Le cours du pétrole WTI est à 21$. Le seuil de rentabilité pour extraire un 🛢️ :
— Grégory Raymond (@gregory_raymond) March 31, 2020
👉45$ à 55$ aux États-Unis (schiste) 🇺🇸
👉30$ en Russie 🇷🇺
👉6$ en Arabie saoudite 🇸🇦
Mais Riyad a besoin d'un baril à 60$ car son économie dépend exclusivement du pétrole
S’il est impossible d’évaluer précisément le coût de production, qui diffère d’un État à l’autre, voire d’un gisement à un autre, Francis Perrin estime qu’«en dessous de 40 dollars par baril», ce qui a été le cas pendant plusieurs mois de l’année 2020, «il est très difficile de façon générale pour l’industrie pétrolière américaine de tirer son épingle du jeu». Celui-ci reconnaît d’ailleurs qu’en mars dernier, refusant de baisser sa production, «la stratégie de la Russie visait le pétrole de schiste américain». Ce n’est qu’à partir du moment où le WTI «monte vers les 50 dollars», c’est-à-dire les niveaux actuels, que «l’industrie américaine sort la tête de l’eau.»
Indépendance énergétique et lutte contre le changement climatique
Dans la quête de leur indépendance énergétique, les États-Unis accuseront alors «un retard d’une ou deux années» du fait du Covid-19, ce qui représente toutefois «une véritable révolution énergétique» pour l’économie et la puissance américaines.
Pourtant, l’heure ne semble guère à la fête du côté de l’industrie pétrolière américaine, du fait de l’élection de Joe Biden.
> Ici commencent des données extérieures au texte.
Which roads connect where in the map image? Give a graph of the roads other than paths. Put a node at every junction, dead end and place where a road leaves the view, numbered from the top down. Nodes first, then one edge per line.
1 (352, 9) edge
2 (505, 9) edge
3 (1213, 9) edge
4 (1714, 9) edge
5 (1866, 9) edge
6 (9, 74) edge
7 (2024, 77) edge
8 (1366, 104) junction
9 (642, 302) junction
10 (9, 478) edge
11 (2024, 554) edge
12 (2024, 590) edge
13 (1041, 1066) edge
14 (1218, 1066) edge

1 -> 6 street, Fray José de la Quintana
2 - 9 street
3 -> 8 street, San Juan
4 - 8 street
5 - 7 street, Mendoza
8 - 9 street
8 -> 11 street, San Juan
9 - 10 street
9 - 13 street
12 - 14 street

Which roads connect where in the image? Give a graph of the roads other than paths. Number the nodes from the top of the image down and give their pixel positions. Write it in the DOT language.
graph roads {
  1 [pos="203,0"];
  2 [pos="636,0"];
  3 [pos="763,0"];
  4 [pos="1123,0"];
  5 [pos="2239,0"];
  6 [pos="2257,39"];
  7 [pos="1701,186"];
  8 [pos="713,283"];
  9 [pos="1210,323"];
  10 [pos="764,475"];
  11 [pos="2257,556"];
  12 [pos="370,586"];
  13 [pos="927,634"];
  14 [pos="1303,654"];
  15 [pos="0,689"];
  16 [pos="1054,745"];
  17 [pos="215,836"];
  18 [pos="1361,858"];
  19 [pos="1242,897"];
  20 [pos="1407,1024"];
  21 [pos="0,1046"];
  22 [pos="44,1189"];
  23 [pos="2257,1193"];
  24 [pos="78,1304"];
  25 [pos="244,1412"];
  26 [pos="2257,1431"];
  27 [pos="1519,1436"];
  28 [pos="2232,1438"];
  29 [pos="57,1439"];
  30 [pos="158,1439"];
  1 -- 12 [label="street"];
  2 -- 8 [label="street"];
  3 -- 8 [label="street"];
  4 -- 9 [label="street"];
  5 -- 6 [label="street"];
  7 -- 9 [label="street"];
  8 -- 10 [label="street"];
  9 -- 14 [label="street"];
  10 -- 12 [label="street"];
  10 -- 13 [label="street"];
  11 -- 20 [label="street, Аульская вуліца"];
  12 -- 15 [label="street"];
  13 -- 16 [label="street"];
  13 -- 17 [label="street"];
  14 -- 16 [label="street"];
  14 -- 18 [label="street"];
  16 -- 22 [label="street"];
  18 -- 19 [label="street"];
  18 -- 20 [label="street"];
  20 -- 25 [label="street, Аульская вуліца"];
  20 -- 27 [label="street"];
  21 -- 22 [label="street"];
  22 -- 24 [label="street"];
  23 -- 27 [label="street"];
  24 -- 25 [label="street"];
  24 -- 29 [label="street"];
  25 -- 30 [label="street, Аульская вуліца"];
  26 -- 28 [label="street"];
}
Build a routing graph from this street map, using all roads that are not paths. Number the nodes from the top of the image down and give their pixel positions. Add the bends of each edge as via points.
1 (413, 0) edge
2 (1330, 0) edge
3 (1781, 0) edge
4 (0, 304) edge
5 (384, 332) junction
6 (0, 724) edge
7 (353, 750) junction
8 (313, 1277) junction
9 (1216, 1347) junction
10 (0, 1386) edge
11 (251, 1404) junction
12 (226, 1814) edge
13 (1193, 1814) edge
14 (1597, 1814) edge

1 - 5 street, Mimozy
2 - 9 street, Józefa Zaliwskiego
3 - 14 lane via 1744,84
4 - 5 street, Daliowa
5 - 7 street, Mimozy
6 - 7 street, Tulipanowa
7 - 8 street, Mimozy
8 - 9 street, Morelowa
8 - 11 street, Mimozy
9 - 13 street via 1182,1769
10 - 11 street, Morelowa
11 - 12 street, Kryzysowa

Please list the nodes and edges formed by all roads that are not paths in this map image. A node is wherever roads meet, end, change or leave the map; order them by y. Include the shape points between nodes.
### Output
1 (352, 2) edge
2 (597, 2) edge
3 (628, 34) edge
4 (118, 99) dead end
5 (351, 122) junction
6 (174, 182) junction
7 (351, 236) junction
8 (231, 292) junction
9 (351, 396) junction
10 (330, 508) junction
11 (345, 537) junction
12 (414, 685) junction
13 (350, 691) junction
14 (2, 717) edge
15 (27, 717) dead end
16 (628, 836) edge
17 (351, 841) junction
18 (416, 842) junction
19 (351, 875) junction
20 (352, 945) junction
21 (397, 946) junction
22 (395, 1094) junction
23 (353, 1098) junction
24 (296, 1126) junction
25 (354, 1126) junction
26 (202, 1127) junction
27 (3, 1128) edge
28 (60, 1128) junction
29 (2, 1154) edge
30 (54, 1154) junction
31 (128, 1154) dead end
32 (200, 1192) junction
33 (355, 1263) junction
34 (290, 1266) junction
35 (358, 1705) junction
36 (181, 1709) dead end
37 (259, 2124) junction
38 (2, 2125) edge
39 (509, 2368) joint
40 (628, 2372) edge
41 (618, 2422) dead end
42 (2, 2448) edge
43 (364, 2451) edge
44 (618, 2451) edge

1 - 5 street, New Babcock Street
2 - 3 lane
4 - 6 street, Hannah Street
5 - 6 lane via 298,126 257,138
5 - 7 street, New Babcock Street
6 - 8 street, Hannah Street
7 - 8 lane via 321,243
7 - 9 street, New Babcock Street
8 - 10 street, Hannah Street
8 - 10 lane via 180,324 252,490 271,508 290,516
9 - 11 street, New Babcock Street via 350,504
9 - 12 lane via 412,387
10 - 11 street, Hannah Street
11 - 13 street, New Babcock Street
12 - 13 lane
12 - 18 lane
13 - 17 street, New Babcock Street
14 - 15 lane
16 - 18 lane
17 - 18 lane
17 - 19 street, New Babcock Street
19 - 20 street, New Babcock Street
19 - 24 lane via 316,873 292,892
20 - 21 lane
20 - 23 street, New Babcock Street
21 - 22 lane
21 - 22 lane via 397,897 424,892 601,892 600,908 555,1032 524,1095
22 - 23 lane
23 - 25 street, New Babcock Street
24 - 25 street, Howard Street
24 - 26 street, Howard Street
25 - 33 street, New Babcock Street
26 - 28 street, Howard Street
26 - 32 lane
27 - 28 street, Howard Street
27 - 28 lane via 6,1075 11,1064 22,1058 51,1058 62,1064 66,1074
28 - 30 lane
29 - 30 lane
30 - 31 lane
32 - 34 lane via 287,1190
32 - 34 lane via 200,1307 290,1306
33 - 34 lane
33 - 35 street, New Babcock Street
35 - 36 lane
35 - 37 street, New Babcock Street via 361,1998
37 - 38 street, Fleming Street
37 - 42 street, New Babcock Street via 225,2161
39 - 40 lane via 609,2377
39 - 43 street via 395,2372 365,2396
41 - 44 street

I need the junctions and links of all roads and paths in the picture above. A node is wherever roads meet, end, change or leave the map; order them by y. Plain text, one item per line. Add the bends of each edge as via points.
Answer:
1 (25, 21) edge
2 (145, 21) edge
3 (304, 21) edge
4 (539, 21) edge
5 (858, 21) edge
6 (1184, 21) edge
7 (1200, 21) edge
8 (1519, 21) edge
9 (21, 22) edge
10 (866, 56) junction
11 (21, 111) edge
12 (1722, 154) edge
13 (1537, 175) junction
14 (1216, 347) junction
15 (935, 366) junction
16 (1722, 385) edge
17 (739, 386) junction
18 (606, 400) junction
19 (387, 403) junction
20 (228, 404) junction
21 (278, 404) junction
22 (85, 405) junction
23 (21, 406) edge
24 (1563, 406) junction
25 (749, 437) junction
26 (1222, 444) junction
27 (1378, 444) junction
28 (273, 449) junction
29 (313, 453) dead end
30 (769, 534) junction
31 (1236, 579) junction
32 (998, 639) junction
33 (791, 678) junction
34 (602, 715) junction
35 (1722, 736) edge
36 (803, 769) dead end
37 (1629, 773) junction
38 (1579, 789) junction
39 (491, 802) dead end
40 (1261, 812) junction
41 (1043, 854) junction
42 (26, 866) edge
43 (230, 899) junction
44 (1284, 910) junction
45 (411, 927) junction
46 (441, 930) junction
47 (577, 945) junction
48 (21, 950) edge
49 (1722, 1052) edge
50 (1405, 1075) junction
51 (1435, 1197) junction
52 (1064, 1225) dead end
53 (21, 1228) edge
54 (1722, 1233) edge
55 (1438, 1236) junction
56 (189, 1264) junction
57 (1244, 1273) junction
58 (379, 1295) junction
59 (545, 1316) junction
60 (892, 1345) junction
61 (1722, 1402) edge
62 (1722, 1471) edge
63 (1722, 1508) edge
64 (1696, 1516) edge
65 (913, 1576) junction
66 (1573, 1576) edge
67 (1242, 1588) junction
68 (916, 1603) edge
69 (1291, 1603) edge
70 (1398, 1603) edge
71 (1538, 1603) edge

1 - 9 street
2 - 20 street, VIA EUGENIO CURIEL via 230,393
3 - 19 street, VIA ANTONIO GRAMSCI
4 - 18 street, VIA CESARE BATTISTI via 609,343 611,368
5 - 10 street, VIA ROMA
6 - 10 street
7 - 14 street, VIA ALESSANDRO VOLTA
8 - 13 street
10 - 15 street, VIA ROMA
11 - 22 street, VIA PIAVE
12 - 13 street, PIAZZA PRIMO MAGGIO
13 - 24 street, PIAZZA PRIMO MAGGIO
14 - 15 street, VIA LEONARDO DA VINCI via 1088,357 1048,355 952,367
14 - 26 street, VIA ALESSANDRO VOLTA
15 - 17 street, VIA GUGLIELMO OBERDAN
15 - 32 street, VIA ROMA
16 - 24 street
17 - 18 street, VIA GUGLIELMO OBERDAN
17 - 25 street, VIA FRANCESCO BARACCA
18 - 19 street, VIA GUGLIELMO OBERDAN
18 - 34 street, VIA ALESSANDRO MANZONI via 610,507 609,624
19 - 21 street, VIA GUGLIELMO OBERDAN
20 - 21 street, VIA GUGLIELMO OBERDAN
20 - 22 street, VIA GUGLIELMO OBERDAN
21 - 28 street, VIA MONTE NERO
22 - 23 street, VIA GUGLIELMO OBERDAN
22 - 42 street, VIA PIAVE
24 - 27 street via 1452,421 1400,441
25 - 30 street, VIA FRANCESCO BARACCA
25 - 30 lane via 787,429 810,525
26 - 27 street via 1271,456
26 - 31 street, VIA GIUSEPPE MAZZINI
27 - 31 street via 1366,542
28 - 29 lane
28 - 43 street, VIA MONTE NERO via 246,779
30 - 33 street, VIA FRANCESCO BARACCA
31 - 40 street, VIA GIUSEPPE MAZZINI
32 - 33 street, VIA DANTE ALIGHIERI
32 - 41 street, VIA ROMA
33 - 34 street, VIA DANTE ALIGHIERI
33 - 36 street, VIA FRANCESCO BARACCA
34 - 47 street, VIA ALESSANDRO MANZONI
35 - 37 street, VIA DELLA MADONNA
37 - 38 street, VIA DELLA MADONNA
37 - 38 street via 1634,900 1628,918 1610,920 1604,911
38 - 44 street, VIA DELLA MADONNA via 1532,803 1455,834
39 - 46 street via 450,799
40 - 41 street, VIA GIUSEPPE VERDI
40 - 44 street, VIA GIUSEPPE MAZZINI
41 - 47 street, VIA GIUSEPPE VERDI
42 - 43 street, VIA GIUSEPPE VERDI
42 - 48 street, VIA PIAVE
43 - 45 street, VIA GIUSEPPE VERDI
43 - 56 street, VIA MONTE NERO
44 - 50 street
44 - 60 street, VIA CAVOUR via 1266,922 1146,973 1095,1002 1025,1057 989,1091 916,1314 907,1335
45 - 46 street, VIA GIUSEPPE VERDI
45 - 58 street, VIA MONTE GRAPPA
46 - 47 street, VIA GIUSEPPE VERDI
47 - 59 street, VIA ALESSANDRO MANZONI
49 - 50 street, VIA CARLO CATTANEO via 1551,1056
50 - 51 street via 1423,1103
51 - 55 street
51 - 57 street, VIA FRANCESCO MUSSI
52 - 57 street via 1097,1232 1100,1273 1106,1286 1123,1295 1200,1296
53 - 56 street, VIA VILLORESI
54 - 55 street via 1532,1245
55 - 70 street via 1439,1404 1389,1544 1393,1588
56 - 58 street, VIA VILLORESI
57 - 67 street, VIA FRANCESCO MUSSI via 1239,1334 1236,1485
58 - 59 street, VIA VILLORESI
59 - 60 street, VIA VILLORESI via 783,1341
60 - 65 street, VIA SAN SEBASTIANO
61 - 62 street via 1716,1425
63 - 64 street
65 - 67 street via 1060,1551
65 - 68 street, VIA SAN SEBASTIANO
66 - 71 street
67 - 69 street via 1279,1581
Lors de son débat contre Bernie Sanders, le 15 mars 2020, le candidat Démocrate avait déclaré «No more, no new fracking» («pas plus, pas de nouvelle fracturation [hydraulique, ndlr.]»). S’il est besoin de le rappeler, l’exploitation du pétrole et du gaz de schiste entraîne d’importantes émanations de méthane. Des émanations considérées bien plus nocives que celle du CO2 au regard de sa contribution à l’effet de serre.
«Il a aujourd’hui 78 ans, dans quatre ans il aura 82 ans. Il ne fera pas un second mandat, ce sera le Président d’un mandat. Quatre ans c’est très court […] Il ne pourra pas engager définitivement les États-Unis sur la voie de la lutte contre le changement climatique, quelque chose qui va demander 30 ans, alors qu’il est élu pour quatre ans.»